- To do
Restate the whole of the data below word for word, skipping the images.

##### Source data

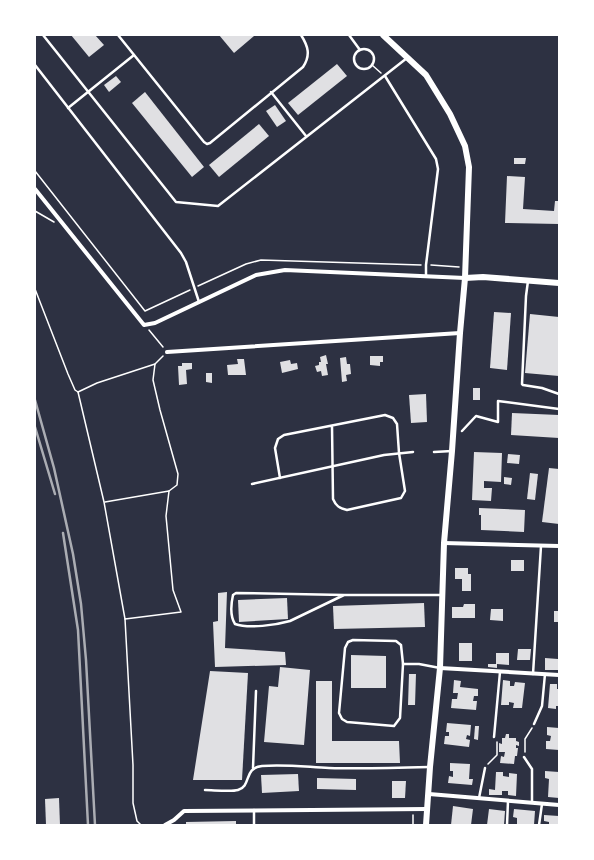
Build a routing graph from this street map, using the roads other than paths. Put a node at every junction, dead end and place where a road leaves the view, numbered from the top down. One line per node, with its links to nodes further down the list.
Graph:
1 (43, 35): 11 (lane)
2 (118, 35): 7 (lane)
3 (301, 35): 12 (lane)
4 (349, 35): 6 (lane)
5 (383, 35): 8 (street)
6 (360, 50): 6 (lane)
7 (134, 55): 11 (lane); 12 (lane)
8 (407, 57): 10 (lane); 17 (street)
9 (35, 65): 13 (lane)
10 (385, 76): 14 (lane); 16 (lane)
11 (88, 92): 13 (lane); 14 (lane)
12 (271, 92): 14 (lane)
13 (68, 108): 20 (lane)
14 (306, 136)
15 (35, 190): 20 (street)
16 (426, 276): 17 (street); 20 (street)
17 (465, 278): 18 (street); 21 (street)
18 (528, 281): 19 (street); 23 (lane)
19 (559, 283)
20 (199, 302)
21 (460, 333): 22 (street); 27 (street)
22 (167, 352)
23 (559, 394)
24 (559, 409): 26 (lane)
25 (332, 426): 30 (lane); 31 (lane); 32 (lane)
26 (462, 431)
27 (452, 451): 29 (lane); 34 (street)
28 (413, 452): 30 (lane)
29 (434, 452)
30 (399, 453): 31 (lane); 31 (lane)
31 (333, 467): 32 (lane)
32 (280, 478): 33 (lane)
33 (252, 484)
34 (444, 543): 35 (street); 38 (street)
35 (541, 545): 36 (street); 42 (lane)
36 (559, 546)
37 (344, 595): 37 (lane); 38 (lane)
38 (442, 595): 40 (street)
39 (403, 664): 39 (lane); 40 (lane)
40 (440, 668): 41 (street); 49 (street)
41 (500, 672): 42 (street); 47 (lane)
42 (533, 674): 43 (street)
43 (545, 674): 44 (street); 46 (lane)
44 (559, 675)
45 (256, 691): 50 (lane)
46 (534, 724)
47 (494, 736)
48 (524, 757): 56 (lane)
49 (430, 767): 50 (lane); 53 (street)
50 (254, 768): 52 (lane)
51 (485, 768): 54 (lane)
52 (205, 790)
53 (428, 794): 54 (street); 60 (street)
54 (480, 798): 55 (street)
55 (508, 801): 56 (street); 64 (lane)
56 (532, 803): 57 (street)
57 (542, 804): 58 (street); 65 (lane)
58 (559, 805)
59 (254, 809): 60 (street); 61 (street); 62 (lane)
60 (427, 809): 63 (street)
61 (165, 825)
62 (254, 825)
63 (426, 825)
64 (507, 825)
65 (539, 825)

##########

- Exercise solution
Build a routing graph from this street map, using the roads other than paths. Put a node at every junction, dead end and place where a road leaves the view, numbered from the top down. One line per node, with its links to nodes further down the list.
Graph:
1 (43, 35): 11 (lane)
2 (118, 35): 7 (lane)
3 (301, 35): 12 (lane)
4 (349, 35): 6 (lane)
5 (383, 35): 8 (street)
6 (360, 50): 6 (lane)
7 (134, 55): 11 (lane); 12 (lane)
8 (407, 57): 10 (lane); 17 (street)
9 (35, 65): 13 (lane)
10 (385, 76): 14 (lane); 16 (lane)
11 (88, 92): 13 (lane); 14 (lane)
12 (271, 92): 14 (lane)
13 (68, 108): 20 (lane)
14 (306, 136)
15 (35, 190): 20 (street)
16 (426, 276): 17 (street); 20 (street)
17 (465, 278): 18 (street); 21 (street)
18 (528, 281): 19 (street); 23 (lane)
19 (559, 283)
20 (199, 302)
21 (460, 333): 22 (street); 27 (street)
22 (167, 352)
23 (559, 394)
24 (559, 409): 26 (lane)
25 (332, 426): 30 (lane); 31 (lane); 32 (lane)
26 (462, 431)
27 (452, 451): 29 (lane); 34 (street)
28 (413, 452): 30 (lane)
29 (434, 452)
30 (399, 453): 31 (lane); 31 (lane)
31 (333, 467): 32 (lane)
32 (280, 478): 33 (lane)
33 (252, 484)
34 (444, 543): 35 (street); 38 (street)
35 (541, 545): 36 (street); 42 (lane)
36 (559, 546)
37 (344, 595): 37 (lane); 38 (lane)
38 (442, 595): 40 (street)
39 (403, 664): 39 (lane); 40 (lane)
40 (440, 668): 41 (street); 49 (street)
41 (500, 672): 42 (street); 47 (lane)
42 (533, 674): 43 (street)
43 (545, 674): 44 (street); 46 (lane)
44 (559, 675)
45 (256, 691): 50 (lane)
46 (534, 724)
47 (494, 736)
48 (524, 757): 56 (lane)
49 (430, 767): 50 (lane); 53 (street)
50 (254, 768): 52 (lane)
51 (485, 768): 54 (lane)
52 (205, 790)
53 (428, 794): 54 (street); 60 (street)
54 (480, 798): 55 (street)
55 (508, 801): 56 (street); 64 (lane)
56 (532, 803): 57 (street)
57 (542, 804): 58 (street); 65 (lane)
58 (559, 805)
59 (254, 809): 60 (street); 61 (street); 62 (lane)
60 (427, 809): 63 (street)
61 (165, 825)
62 (254, 825)
63 (426, 825)
64 (507, 825)
65 (539, 825)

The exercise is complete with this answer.